THE TASK
Write out the records in full, exactly as given, but without the images.

SOURCE DATA
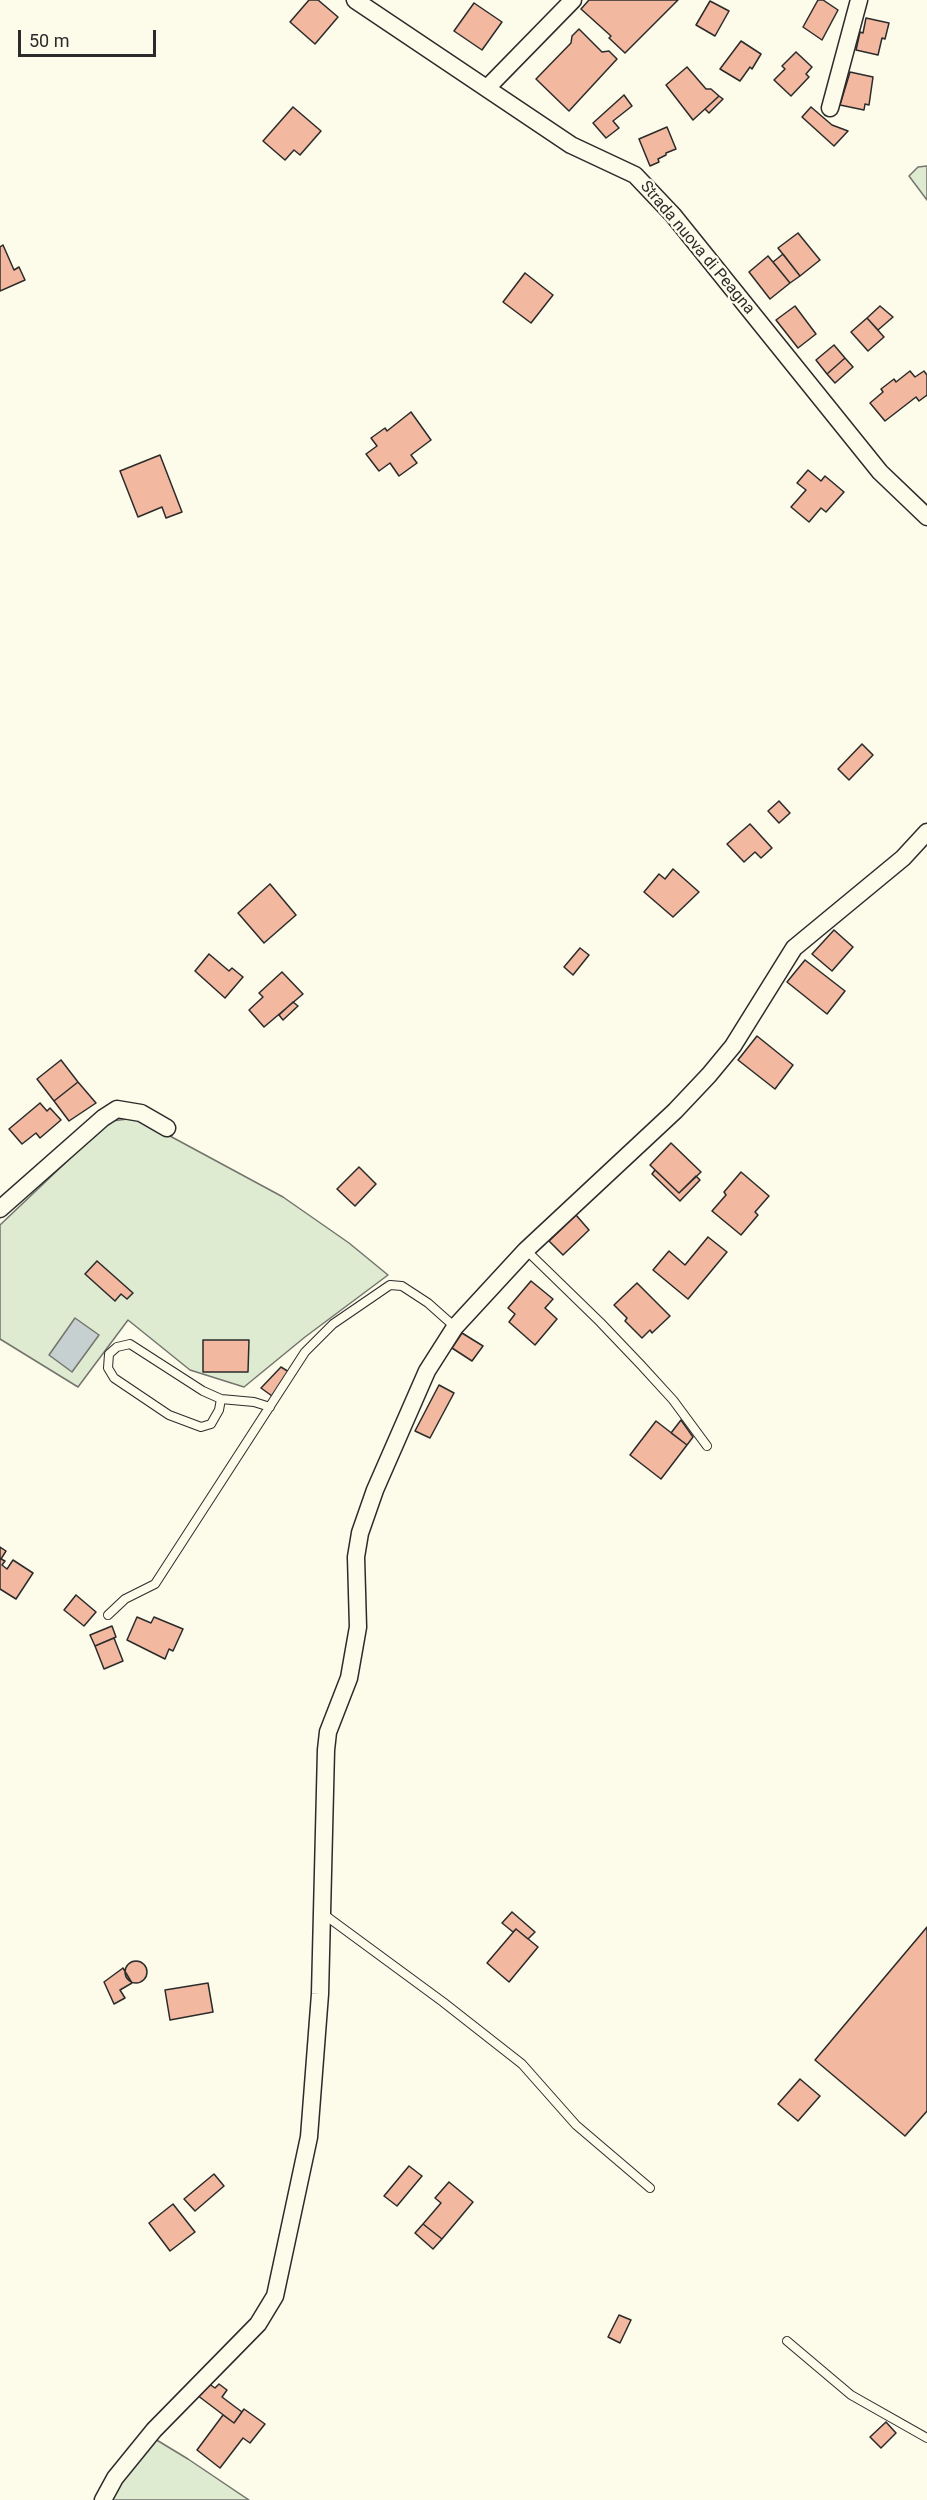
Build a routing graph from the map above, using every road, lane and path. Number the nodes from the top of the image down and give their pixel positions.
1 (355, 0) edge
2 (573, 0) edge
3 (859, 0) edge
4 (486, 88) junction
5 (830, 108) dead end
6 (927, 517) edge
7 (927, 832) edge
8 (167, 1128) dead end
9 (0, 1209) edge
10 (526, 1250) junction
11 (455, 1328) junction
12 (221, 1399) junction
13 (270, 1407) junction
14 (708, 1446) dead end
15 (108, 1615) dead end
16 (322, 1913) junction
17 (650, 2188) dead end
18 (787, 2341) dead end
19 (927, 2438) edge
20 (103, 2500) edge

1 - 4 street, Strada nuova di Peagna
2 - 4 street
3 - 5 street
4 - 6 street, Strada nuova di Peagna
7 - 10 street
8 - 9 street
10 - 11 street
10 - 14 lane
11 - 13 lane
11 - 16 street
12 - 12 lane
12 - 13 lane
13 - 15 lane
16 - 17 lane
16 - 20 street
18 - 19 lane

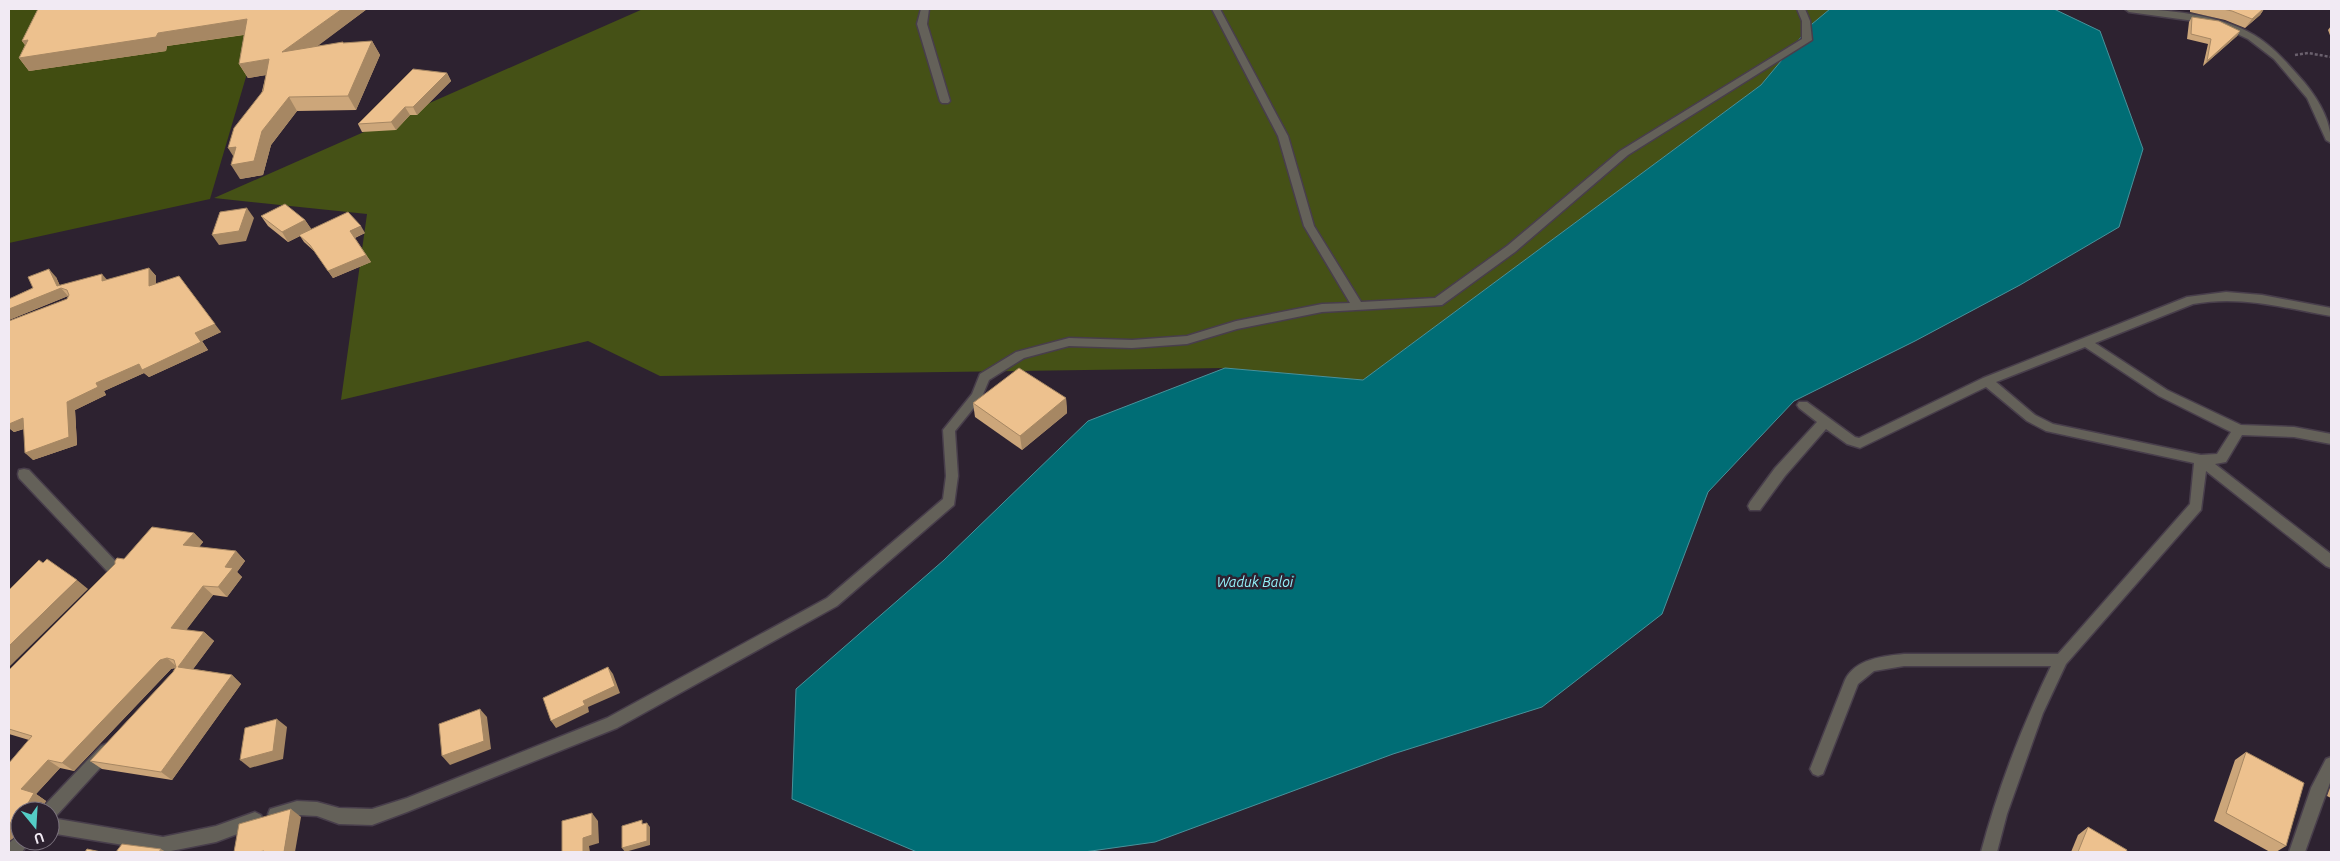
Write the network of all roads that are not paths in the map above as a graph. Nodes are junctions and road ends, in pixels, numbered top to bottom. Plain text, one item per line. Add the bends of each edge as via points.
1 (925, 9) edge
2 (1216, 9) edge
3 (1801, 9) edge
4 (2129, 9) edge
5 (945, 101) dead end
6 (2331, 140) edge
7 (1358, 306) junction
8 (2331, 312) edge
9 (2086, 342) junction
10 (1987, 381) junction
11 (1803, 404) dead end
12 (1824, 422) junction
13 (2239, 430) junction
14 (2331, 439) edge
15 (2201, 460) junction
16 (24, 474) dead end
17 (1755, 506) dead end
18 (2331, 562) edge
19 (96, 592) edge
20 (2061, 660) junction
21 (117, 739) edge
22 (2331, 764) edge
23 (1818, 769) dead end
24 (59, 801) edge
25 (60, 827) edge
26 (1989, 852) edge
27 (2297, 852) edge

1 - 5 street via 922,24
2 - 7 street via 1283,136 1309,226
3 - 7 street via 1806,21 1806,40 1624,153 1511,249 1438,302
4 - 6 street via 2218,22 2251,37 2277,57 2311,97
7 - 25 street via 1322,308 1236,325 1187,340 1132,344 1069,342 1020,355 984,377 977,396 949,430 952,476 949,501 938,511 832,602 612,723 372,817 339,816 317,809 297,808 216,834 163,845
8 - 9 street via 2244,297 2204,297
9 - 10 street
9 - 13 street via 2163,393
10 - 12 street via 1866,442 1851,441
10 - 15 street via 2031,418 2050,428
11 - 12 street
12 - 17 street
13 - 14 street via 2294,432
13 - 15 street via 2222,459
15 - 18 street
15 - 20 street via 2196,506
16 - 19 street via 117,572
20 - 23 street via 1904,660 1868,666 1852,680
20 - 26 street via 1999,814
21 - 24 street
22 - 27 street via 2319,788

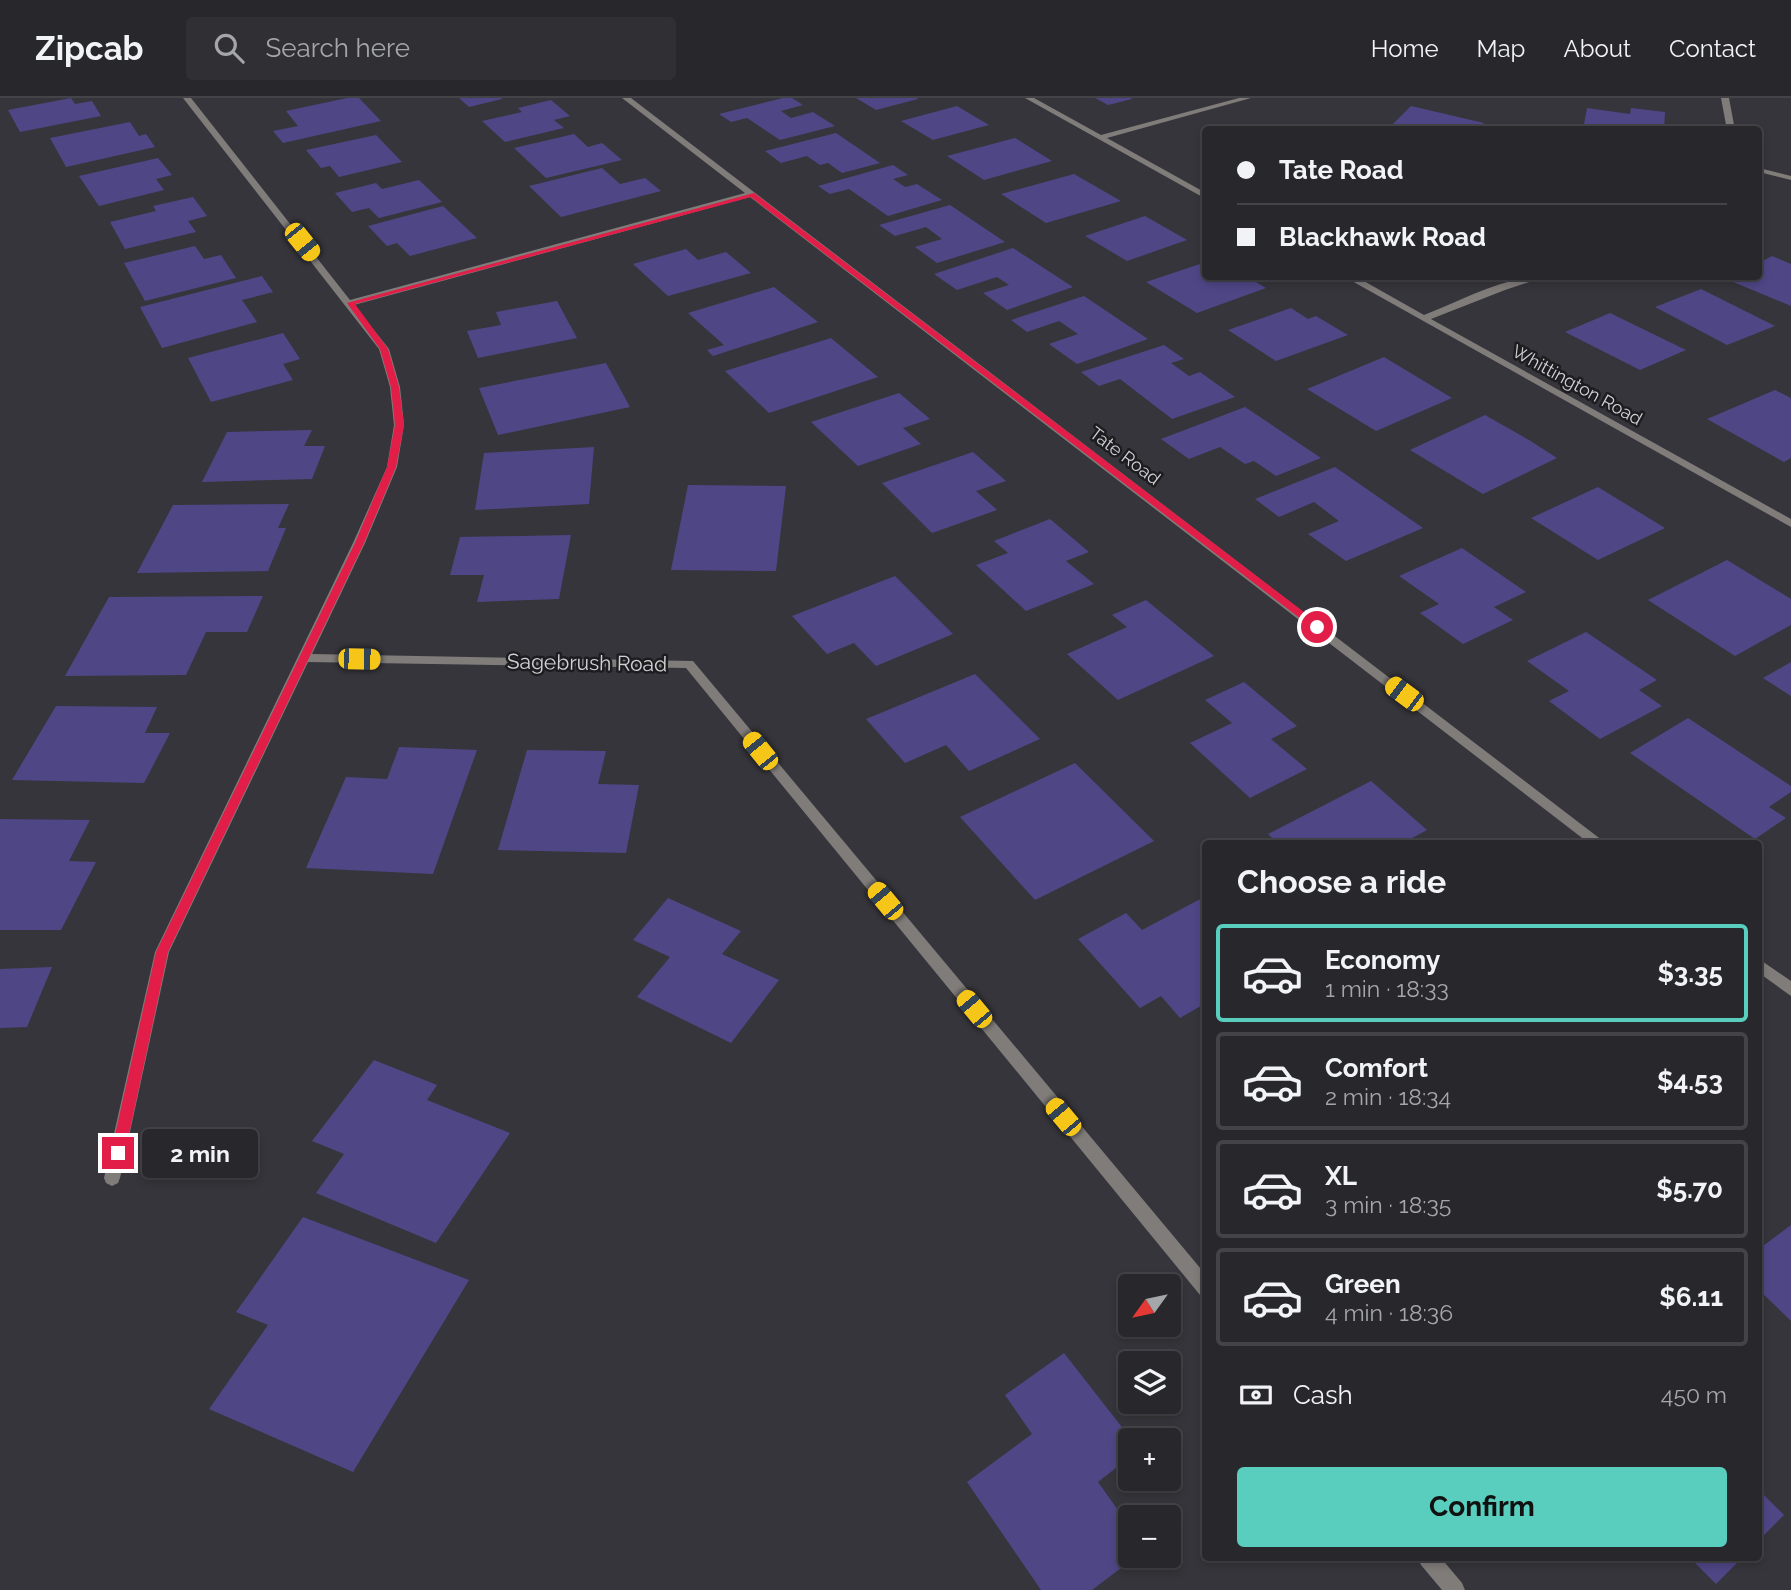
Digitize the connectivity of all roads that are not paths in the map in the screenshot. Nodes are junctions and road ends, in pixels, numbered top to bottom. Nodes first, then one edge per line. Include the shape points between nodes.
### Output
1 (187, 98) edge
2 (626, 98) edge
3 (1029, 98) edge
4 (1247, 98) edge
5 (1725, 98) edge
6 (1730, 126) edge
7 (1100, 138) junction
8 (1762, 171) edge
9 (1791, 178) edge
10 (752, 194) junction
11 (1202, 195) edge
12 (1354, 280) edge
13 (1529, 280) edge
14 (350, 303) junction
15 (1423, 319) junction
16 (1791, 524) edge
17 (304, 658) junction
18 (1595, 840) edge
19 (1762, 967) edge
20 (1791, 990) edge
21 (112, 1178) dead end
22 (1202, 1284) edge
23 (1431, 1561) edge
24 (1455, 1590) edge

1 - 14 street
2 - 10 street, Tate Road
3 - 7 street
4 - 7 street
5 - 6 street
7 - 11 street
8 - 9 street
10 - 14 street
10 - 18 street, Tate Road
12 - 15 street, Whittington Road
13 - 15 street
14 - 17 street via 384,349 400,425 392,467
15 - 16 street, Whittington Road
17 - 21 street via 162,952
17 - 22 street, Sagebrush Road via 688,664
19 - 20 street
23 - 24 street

TASK OUTPUT
Build a routing graph from the map above, using every road, lane and path. Number the nodes from the top of the image down and give their pixel positions.
1 (355, 0) edge
2 (573, 0) edge
3 (859, 0) edge
4 (486, 88) junction
5 (830, 108) dead end
6 (927, 517) edge
7 (927, 832) edge
8 (167, 1128) dead end
9 (0, 1209) edge
10 (526, 1250) junction
11 (455, 1328) junction
12 (221, 1399) junction
13 (270, 1407) junction
14 (708, 1446) dead end
15 (108, 1615) dead end
16 (322, 1913) junction
17 (650, 2188) dead end
18 (787, 2341) dead end
19 (927, 2438) edge
20 (103, 2500) edge

1 - 4 street, Strada nuova di Peagna
2 - 4 street
3 - 5 street
4 - 6 street, Strada nuova di Peagna
7 - 10 street
8 - 9 street
10 - 11 street
10 - 14 lane
11 - 13 lane
11 - 16 street
12 - 12 lane
12 - 13 lane
13 - 15 lane
16 - 17 lane
16 - 20 street
18 - 19 lane

Write the network of all roads that are not paths in the map above as a graph. Nodes are junctions and road ends, in pixels, numbered top to bottom. Plain text, one item per line. Add the bends of each edge as via points.
1 (925, 9) edge
2 (1216, 9) edge
3 (1801, 9) edge
4 (2129, 9) edge
5 (945, 101) dead end
6 (2331, 140) edge
7 (1358, 306) junction
8 (2331, 312) edge
9 (2086, 342) junction
10 (1987, 381) junction
11 (1803, 404) dead end
12 (1824, 422) junction
13 (2239, 430) junction
14 (2331, 439) edge
15 (2201, 460) junction
16 (24, 474) dead end
17 (1755, 506) dead end
18 (2331, 562) edge
19 (96, 592) edge
20 (2061, 660) junction
21 (117, 739) edge
22 (2331, 764) edge
23 (1818, 769) dead end
24 (59, 801) edge
25 (60, 827) edge
26 (1989, 852) edge
27 (2297, 852) edge

1 - 5 street via 922,24
2 - 7 street via 1283,136 1309,226
3 - 7 street via 1806,21 1806,40 1624,153 1511,249 1438,302
4 - 6 street via 2218,22 2251,37 2277,57 2311,97
7 - 25 street via 1322,308 1236,325 1187,340 1132,344 1069,342 1020,355 984,377 977,396 949,430 952,476 949,501 938,511 832,602 612,723 372,817 339,816 317,809 297,808 216,834 163,845
8 - 9 street via 2244,297 2204,297
9 - 10 street
9 - 13 street via 2163,393
10 - 12 street via 1866,442 1851,441
10 - 15 street via 2031,418 2050,428
11 - 12 street
12 - 17 street
13 - 14 street via 2294,432
13 - 15 street via 2222,459
15 - 18 street
15 - 20 street via 2196,506
16 - 19 street via 117,572
20 - 23 street via 1904,660 1868,666 1852,680
20 - 26 street via 1999,814
21 - 24 street
22 - 27 street via 2319,788

Digitize the connectivity of all roads that are not paths in the map in the screenshot. Nodes are junctions and road ends, in pixels, numbered top to bottom. Nodes first, then one edge per line. Include the shape points between nodes.
### Output
1 (187, 98) edge
2 (626, 98) edge
3 (1029, 98) edge
4 (1247, 98) edge
5 (1725, 98) edge
6 (1730, 126) edge
7 (1100, 138) junction
8 (1762, 171) edge
9 (1791, 178) edge
10 (752, 194) junction
11 (1202, 195) edge
12 (1354, 280) edge
13 (1529, 280) edge
14 (350, 303) junction
15 (1423, 319) junction
16 (1791, 524) edge
17 (304, 658) junction
18 (1595, 840) edge
19 (1762, 967) edge
20 (1791, 990) edge
21 (112, 1178) dead end
22 (1202, 1284) edge
23 (1431, 1561) edge
24 (1455, 1590) edge

1 - 14 street
2 - 10 street, Tate Road
3 - 7 street
4 - 7 street
5 - 6 street
7 - 11 street
8 - 9 street
10 - 14 street
10 - 18 street, Tate Road
12 - 15 street, Whittington Road
13 - 15 street
14 - 17 street via 384,349 400,425 392,467
15 - 16 street, Whittington Road
17 - 21 street via 162,952
17 - 22 street, Sagebrush Road via 688,664
19 - 20 street
23 - 24 street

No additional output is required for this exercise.